Segundo a Petrobras, a 255 fere cláusula de prioridade da estatal prevista no acordo de suprimento de gás (GSA) firmado pelos dois países. "Querem deslocar a Petrobras para dar espaço para a Chaco e a Andina", diz Freitas, referindo-se a duas empresas que foram reestatizadas. A seguir, trechos da entrevista.

Valor: Qual é o atual estágio das negociações de preço e a transferência do controle das refinarias da Petrobras para o Estado boliviano?

José Fernando de Freitas: Essa reunião em Caracas [na Cúpula Energética Sul-Americana, na Venezuela] trouxe um nível de tensão muito grande, mas estamos negociando. Na sexta-feira tive uma reunião em La Paz para conversar com o ministro Carlos Villegas [de Hidrocarbonetos e Energia] sobre todos os aspectos relacionados ao gás. Decidimos formar alguns grupos de trabalho para continuarmos negociando. Ainda não discutimos preço. Nem dissemos quanto a gente quer e nem eles fizeram proposta.

Valor: Discutindo o quê?

Freitas: O preço é o problema mais sério, contudo não adianta discutir preço sem conhecer o resto das condições de contorno. Não faz sentido. E eventualmente esse resto pode, se não chegarmos a um acordo, nos poupar de todo o resto. Até agora existem apenas declarações do tipo quero comprar pelo valor contábil, e eu quero vender pelo valor de mercado.
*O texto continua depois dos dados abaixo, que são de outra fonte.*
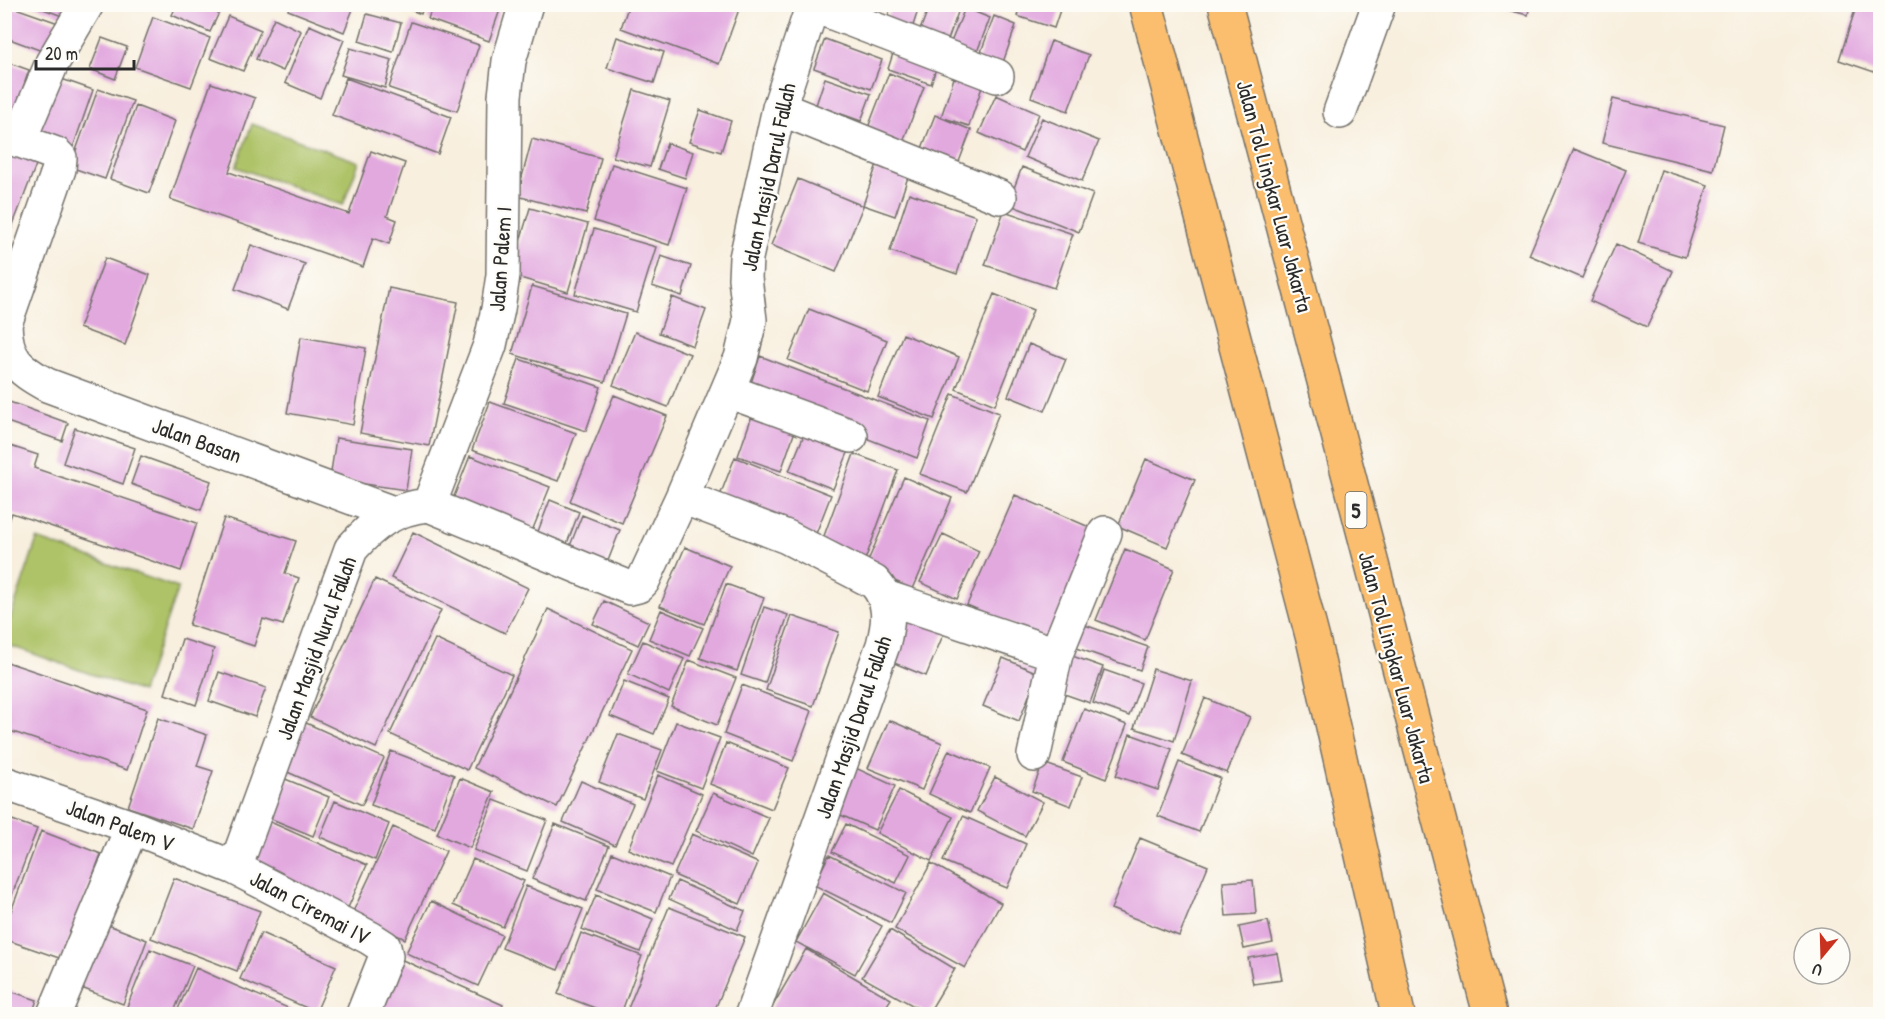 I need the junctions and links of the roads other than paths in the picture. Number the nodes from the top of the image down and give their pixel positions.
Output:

Valor: Do que a Petrobras não abre mão?

Freitas: Deixamos claro que a Petrobras aceita continuar sócia das refinarias desde que tenhamos condições de manter nossa filosofia de operação. A Petrobras não vai emprestar seu nome para um empreendimento sobre o qual ela não tem controle e nem certeza de que aquilo está de acordo com seus padrões de operação. Essa forma de operar custa dinheiro, não vem de graça. Não importa se vão colocar o nome da YPFB. Todo mundo sabe que a Petrobras está aqui e, se acontecer algum problema, não tenha dúvida de que ela vai ser arrastada. E, se isso não for definido claramente, para que discutir preço, se de antemão eu não estou de acordo com isso?
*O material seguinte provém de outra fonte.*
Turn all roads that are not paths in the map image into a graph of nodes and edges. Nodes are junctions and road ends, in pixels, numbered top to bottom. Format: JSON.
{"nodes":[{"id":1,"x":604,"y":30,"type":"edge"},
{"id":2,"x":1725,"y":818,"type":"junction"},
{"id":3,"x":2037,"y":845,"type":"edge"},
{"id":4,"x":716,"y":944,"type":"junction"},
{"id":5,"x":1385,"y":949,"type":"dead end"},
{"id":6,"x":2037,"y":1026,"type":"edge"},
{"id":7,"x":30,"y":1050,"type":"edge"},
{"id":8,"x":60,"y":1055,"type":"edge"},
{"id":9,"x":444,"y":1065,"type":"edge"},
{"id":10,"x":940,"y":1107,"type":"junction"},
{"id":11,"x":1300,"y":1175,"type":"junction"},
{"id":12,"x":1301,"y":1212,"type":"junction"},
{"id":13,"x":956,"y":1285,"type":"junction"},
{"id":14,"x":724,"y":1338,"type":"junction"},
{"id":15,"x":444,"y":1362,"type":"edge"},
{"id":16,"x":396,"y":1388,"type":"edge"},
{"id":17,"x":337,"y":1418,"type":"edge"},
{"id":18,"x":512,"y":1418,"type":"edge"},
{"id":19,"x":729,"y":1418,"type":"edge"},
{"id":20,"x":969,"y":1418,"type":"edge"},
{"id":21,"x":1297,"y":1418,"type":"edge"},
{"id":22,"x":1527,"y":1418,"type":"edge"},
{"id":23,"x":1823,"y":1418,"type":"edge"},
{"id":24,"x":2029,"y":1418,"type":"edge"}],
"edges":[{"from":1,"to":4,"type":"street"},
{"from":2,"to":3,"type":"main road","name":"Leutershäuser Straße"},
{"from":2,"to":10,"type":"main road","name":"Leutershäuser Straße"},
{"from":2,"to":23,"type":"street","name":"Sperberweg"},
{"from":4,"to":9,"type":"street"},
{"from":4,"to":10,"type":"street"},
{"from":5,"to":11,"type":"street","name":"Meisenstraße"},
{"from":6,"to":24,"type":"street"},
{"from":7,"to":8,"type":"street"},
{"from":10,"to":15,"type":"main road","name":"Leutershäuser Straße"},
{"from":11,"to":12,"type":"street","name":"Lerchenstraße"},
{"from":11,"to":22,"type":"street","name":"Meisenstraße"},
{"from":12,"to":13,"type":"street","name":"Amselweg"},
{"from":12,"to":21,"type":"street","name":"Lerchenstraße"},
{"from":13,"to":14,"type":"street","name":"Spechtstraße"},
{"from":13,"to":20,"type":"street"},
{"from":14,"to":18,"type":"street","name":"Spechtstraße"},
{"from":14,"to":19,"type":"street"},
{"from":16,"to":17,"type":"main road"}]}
Valor: Quando se fala em operação, o que isso envolve?

Freitas: Operação é uma coisa ampla que implica políticas de segurança, meio ambiente e saúde fundamentais para nós; assim como políticas de contratação de serviços e materiais, de RH, de manutenção e as práticas comerciais. Isso tudo faz parte da operação. E mais, essas refinarias para nós são um negócio. Se para outro sócio não é um negócio mas um instrumento, não nos interessa.

Valor: A poucos dias do aniversário da nacionalização, que sinais têm recebido do governo boliviano?

Freitas: O ministro Villegas me disse que acha que as refinarias estão operando corretamente. E que ele não quer mudar isso. O decreto diz que a YPFB precisa ter 50% mais uma ação. Quanto a isso não temos que brigar ou dizer se estamos de acordo ou não. É uma norma legal e válida. Mas isso é uma venda. Temos que acertar condições e preço. Se não chegarmos a um acerto, não tem acordo, vamos ter que sair.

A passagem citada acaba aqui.